While Hurricane Nicole was bearing down on Florida, a satellite was launched from the coast of California. That rocket also carried an experiment that could change the way large landings (deliveries) are made to the Moon, Mars, or even Earth.
Since the early days of the Mercury program, scientists have schooled us on the need for heat shields. A spacecraft is traveling so fast heading toward a planet or moon that, when it hits the atmosphere, the drag of the vehicle creates tremendous heat.
Something is needed to protect the vehicle from burning up. Capsules have a heat shield and the space shuttles used a series of tiles to protect the spacecraft during reentry. These shields are big, bulky, and add significant weight. What if you could instead use an inflatable heat shield that was packed into a small space?
That is exactly what NASA has just tested. Packed inside the rocket that carried a weather satellite to space was a four-foot by eighteen inch stowaway. Once the satellite was on its way into its orbit in space the stowaway was deployed. NASA released amazing pictures of the inflation of the nearly 20 foot-wide cone that acted as a heat shield as the vehicle pushed through the atmosphere. It started glowing as plasma flowed over its edges.
The mission was called LOFTID, which stands for Low-Earth Orbit Flight Test of an Inflatable Decelerator. The technology is more generally known as HIAD or Hypersonic Inflatable Aerodynamic Decelerator. NASA scientists were giddy as LOFTID deployed, protected its data-capturing module, and then safely parachuted into the ocean off Hawaii for recovery.
The NASA team is celebrating the “huge success” of this mission. LOFTID Project Manager Joe Del Corso says the aeroshell looked really clean. In fact, its underside was described as “pristine” after dealing with temperatures above 3,000 degrees.
Days after the LOFTID test flight, NASA’s biggest rocket ever sent a capsule to the Moon. Del Corso says the agency has now proved it can put “a lot of stuff” in space and bring it down safely through an atmosphere. He said the two missions “are huge steps in enabling human access and exploration. We’re going to space and we want to be able to stay there.”
This idea of an inflatable heat shield has been around for decades, but in the past 10 years materials and technology have improved to allow for the construction of a HIAD, that can withstand the heat of reentry. The larger size of the decelerator creates more drag and starts the slowing process higher in the atmosphere.

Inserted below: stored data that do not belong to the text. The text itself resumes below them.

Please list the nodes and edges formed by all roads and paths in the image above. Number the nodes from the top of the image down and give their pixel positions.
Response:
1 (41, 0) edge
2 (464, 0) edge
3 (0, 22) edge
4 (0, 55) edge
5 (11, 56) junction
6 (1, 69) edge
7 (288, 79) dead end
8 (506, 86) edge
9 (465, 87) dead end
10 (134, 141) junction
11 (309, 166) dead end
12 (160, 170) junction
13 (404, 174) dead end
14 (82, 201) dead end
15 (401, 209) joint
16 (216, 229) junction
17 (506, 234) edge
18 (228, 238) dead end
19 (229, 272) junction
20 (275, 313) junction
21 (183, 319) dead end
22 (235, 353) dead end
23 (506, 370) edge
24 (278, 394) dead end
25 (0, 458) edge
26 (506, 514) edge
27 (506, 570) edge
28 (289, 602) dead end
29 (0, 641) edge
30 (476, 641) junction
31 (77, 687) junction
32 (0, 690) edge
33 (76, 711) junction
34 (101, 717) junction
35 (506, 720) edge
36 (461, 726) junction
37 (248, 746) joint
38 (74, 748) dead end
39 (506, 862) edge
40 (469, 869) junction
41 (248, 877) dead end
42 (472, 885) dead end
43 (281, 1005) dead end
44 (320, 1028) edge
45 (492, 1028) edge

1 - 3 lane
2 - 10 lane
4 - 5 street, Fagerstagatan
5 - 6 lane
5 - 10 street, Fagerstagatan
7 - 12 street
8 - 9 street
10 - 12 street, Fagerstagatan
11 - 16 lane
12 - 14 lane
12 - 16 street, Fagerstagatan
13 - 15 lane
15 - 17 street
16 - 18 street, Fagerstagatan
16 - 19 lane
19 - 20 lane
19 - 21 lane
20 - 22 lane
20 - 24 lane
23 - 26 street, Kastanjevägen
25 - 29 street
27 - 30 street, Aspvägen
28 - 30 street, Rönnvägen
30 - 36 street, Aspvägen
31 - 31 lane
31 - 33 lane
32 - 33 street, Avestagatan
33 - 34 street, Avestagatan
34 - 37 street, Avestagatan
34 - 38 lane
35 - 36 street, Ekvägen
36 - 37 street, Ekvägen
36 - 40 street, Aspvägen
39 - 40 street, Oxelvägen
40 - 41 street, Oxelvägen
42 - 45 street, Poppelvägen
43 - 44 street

Because the inflated size is larger than the diameter of the rocket, a HIAD makes it possible to protect larger payloads. The technology could be used for returning cargo from the International Space Station or even one of the station’s modules, as well as delivering the cargo that will be needed for a Moon or Mars base.
In order to accomplish that, NASA will need to scale up the aeroshell by three or four times. LOFTID was six meters across. A HIAD to protect a capsule would need to be between 18-22 meters.
NASA spent nearly $100 million dollars on the test, that was a public-private partnership. United Launch Alliance (ULA) wants to use HIAD to make its new rocket partially reusable. ULA’s idea is that the engine section of its rocket will separate, use a HIAD to reenter the atmosphere, and then a helicopter will snag the section once it has been slowed by its parachutes. NASA did not say how much ULA contributed financially to the test.
That brings us back to the headline. ULA’s new rocket will use engines from Jeff Bezos’ Blue Origin space company. Blue Origin will likely get a close-up look at HIAD technology at work. Bezos and his company have their sights set on landing on the Moon. So, who knows, maybe Bezos will end up using this technology to deliver packages for NASA.